L'ambiguïté de l'impact de la politique énergétique extérieure à son stade initial, qui n'est pas rare pour des politiques similaires d'importance, est exacerbée par la nature du système énergétique mondial actuel et son accent sur la sécurisation de l'accès au pétrole et au gaz. L'approche politique dominante des pays vise à acquérir le contrôle des approvisionnements énergétiques, ou "l'indépendance énergétique", en tant qu'impératif de sécurité nationale. La politique mentionne bien l'importance de l'"interdépendance", mais elle reste très largement fondée sur les notions traditionnelles de diversification des sources d'approvisionnement tout en diminuant la dépendance au pétrole et au gaz. Un accent plus marqué sur l'interdépendance pourrait avoir des résultats positifs. La politique mentionne l'importance des approvisionnements énergétiques durables (par exemple, en provenance d'Afrique) à l'avenir, mais il pourrait être nécessaire, par exemple, de développer la position de l'UE à l'égard des mégaprojets d'énergie alternative, afin qu'elle conserve son efficacité à l'avenir, lorsque les formes d'énergie non fossiles pourraient jouer un rôle plus important dans les bilans énergétiques de l'UE.
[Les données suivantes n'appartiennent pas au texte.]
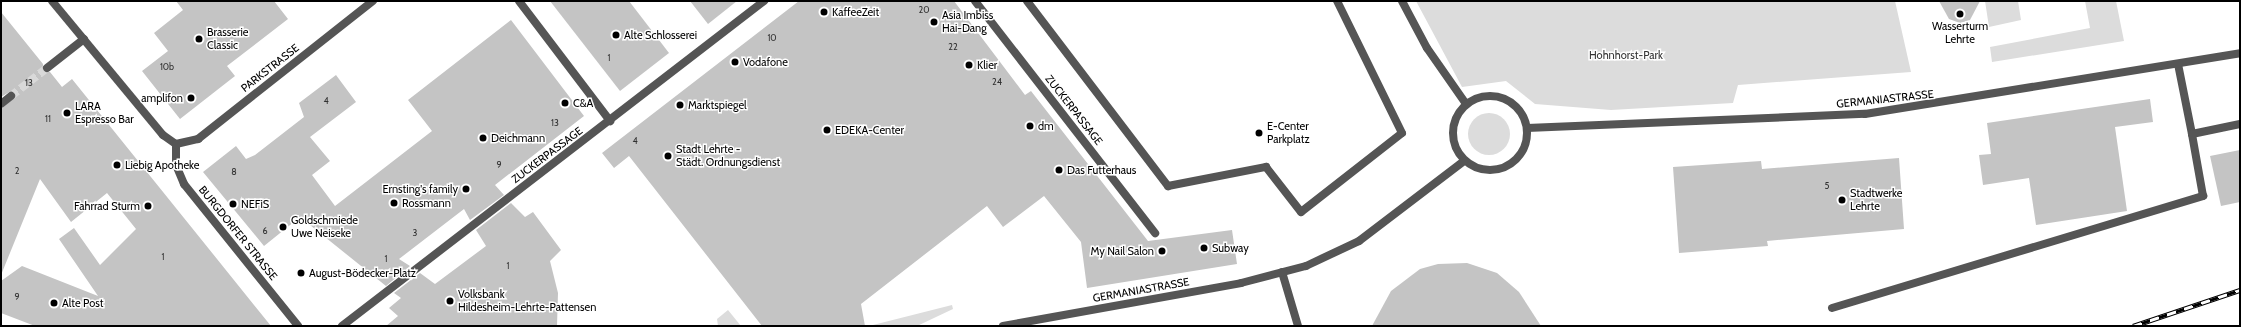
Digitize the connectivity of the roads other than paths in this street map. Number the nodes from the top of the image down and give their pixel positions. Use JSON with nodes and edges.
{"nodes":[{"id":1,"x":52,"y":1,"type":"edge"},
{"id":2,"x":373,"y":1,"type":"edge"},
{"id":3,"x":519,"y":1,"type":"edge"},
{"id":4,"x":764,"y":1,"type":"edge"},
{"id":5,"x":975,"y":1,"type":"edge"},
{"id":6,"x":1027,"y":1,"type":"edge"},
{"id":7,"x":1336,"y":1,"type":"edge"},
{"id":8,"x":1402,"y":1,"type":"edge"},
{"id":9,"x":84,"y":39,"type":"junction"},
{"id":10,"x":2240,"y":53,"type":"edge"},
{"id":11,"x":2178,"y":64,"type":"junction"},
{"id":12,"x":47,"y":68,"type":"tunnel mouth"},
{"id":13,"x":11,"y":96,"type":"tunnel mouth"},
{"id":14,"x":1,"y":104,"type":"edge"},
{"id":15,"x":1466,"y":104,"type":"junction"},
{"id":16,"x":610,"y":121,"type":"junction"},
{"id":17,"x":2240,"y":124,"type":"edge"},
{"id":18,"x":1527,"y":128,"type":"junction"},
{"id":19,"x":2192,"y":134,"type":"junction"},
{"id":20,"x":176,"y":144,"type":"junction"},
{"id":21,"x":1464,"y":161,"type":"junction"},
{"id":22,"x":1155,"y":233,"type":"dead end"},
{"id":23,"x":1282,"y":272,"type":"junction"},
{"id":24,"x":1832,"y":308,"type":"dead end"},
{"id":25,"x":298,"y":326,"type":"edge"},
{"id":26,"x":342,"y":326,"type":"edge"},
{"id":27,"x":1004,"y":326,"type":"edge"},
{"id":28,"x":1298,"y":326,"type":"edge"}],
"edges":[{"from":1,"to":9,"type":"street"},
{"from":2,"to":20,"type":"street","name":"PARKSTRASSE"},
{"from":3,"to":16,"type":"street"},
{"from":4,"to":16,"type":"street","name":"ZUCKERPASSAGE"},
{"from":5,"to":22,"type":"street","name":"ZUCKERPASSAGE"},
{"from":6,"to":7,"type":"street"},
{"from":8,"to":15,"type":"street"},
{"from":9,"to":12,"type":"street"},
{"from":9,"to":20,"type":"street"},
{"from":10,"to":11,"type":"street","name":"GERMANIASTRASSE"},
{"from":11,"to":18,"type":"street","name":"GERMANIASTRASSE"},
{"from":11,"to":19,"type":"street"},
{"from":13,"to":14,"type":"street"},
{"from":15,"to":18,"type":"street"},
{"from":15,"to":21,"type":"street"},
{"from":16,"to":26,"type":"street","name":"ZUCKERPASSAGE"},
{"from":17,"to":19,"type":"street"},
{"from":18,"to":21,"type":"street"},
{"from":19,"to":24,"type":"street"},
{"from":20,"to":25,"type":"street","name":"BURGDORFER STRASSE"},
{"from":21,"to":23,"type":"street","name":"GERMANIASTRASSE"},
{"from":23,"to":27,"type":"street","name":"GERMANIASTRASSE"},
{"from":23,"to":28,"type":"street"}]}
La nouvelle politique énergétique extérieure est autant une déclaration d'intention politique qu'économique. Bien que les politiques telles que la nouvelle politique énergétique extérieure aboutissent rarement aux résultats initialement déclarés ou anticipés, la politique elle-même représente un signal clair pour les marchés - l'UE vise à devenir un bloc de consommateurs unifié qui s'engage directement auprès des principaux fournisseurs extérieurs. Quelle que soit la façon dont elle évolue dans la pratique, il s'agit d'un signal économique et géopolitique qui annonce une histoire importante. Il ne fait aucun doute que la politique représente un nouvel élément de construction introduit de manière relativement discrète dans le cadre plus large des politiques qui sous-tendent le développement de l'Union européenne et qui définissent le marché intérieur de l'énergie de l'UE. La politique a donc le potentiel de changer la donne dans le paysage politique et énergétique de l'Europe et au-delà. En effet, son existence même pourrait modifier les équilibres énergétiques et géopolitiques du 21e siècle.